The FileMissing error is similar to the ObjectMissing error, and the steps to resolve it are identical. You can get a FileMissing error when a writer other than the specified file gateway deletes the specified file from the Amazon FSx. Any subsequent uploads to Amazon FSx or retrievals from Amazon FSx for the object fail.

To resolve a FileMissing error

  1. Save the latest copy of the file to the local file system of your SMB client (you need this file copy in step 3).

  2. Delete the file from the file gateway using your SMB client.

  3. Copy the latest version of the file that you saved in step 1 Amazon FSx using your SMB client. Do this through your file gateway.

Error: InvalidFileState

You can get an InvalidFileState error when a writer other than the specified gateway modifies the specified file in the specified file share.
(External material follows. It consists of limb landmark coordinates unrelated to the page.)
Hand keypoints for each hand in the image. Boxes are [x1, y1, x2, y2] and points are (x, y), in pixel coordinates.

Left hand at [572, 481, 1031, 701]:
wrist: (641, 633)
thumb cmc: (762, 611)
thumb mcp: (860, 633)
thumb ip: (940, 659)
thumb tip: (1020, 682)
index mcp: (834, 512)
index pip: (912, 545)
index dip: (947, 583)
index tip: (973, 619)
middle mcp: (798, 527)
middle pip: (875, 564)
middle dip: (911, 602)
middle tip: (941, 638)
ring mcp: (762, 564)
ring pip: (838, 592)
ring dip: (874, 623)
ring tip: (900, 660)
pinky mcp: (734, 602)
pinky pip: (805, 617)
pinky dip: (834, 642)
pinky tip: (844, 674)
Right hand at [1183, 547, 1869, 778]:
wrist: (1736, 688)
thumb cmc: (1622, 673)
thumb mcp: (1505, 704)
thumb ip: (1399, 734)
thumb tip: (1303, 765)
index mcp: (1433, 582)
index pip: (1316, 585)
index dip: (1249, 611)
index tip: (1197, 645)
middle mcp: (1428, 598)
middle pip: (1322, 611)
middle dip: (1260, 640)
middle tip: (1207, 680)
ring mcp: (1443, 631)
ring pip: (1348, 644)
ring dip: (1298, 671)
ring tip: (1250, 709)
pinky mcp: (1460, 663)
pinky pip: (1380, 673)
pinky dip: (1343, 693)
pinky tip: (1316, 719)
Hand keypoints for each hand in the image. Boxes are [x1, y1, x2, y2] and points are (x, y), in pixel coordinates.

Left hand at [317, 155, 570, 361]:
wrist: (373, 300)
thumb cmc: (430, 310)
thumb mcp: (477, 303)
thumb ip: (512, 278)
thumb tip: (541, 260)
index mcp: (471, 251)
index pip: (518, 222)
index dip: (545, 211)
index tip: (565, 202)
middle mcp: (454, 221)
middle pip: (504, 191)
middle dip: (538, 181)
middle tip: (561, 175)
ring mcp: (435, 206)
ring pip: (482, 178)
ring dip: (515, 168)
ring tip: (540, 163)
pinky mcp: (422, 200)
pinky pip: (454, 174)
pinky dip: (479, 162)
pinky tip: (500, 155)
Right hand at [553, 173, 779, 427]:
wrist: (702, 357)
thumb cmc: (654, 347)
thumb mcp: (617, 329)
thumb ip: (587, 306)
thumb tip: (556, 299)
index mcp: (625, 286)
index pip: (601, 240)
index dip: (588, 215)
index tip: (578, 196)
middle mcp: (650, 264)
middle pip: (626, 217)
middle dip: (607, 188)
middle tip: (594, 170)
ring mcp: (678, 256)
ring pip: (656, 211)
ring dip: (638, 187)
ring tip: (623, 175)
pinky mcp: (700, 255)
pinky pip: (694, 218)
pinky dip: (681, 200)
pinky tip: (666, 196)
As a result, the state of the file on the gateway doesn’t match its state in Amazon FSx. Any subsequent uploads or retrievals of the file from Amazon FSx could fail.

To resolve an InvalidFileState error

  1. Save the latest copy of the file to the local file system of your SMB client (you need this file to copy in step 4). If the version of the file in Amazon FSx is the latest, download that version. You can do this by directly accessing the Amazon FSx share using any SMB client.

  2. Delete the file in Amazon FSx directly.

  3. Delete the file from the gateway using your SMB client.

  4. Using your SMB client, copy the latest version of the file that you saved in step 1, through your file gateway,to Amazon FSx.

Error: FsxFileSystemAuthenticationFailure

You can get an FsxFileSystemAuthenticationFailure error when the credentials provided while attaching the filesystem expired or, its privileges have been revoked.

To resolve an FsxFileSystemAuthenticationFailure error

  1. Ensure that the credentials provided at the time of attaching the Amazon FSx file system are still valid.

  2. Ensure that the user has all necessary permissions as described in Attach an Amazon FSx for Windows File Server file system.

Error: FsxFileSystemConnectionFailure

You can get an FsxFileSystemConnectionFailure error when the Amazon FSx server is inaccessible from the gateway machine.

To resolve an FsxFileSystemConnectionFailure error

  1. Ensure that all the firewall and VPC rules are allowing the connection between the gateway machine and the Amazon FSx server.

  2. Ensure that the Amazon FSx server is running.

Error: FsxFileSystemFull

You can get an FsxFileSystemFull error when there is not enough free disk space in the Amazon FSx file system.

To resolve an FsxFileSystemFull error

  • Increase the storage space for the Amazon FSx file system.

Notification: Reboot

You can get a reboot notification when the gateway VM is restarted. You can restart a gateway VM by using the VM Hypervisor Management console or the Storage Gateway console. You can also restart by using the gateway software during the gateway's maintenance cycle.

If the time of the reboot is within 10 minutes of the gateway's configured maintenance start time, this reboot is probably a normal occurrence and not a sign of any problem. If the reboot occurred significantly outside the maintenance window, check whether the gateway was restarted manually.

Notification: HardReboot

You can get a HardReboot notification when the gateway VM is restarted unexpectedly. Such a restart can be due to loss of power, a hardware failure, or another event. For VMware gateways, a reset by vSphere High Availability Application Monitoring can trigger this event.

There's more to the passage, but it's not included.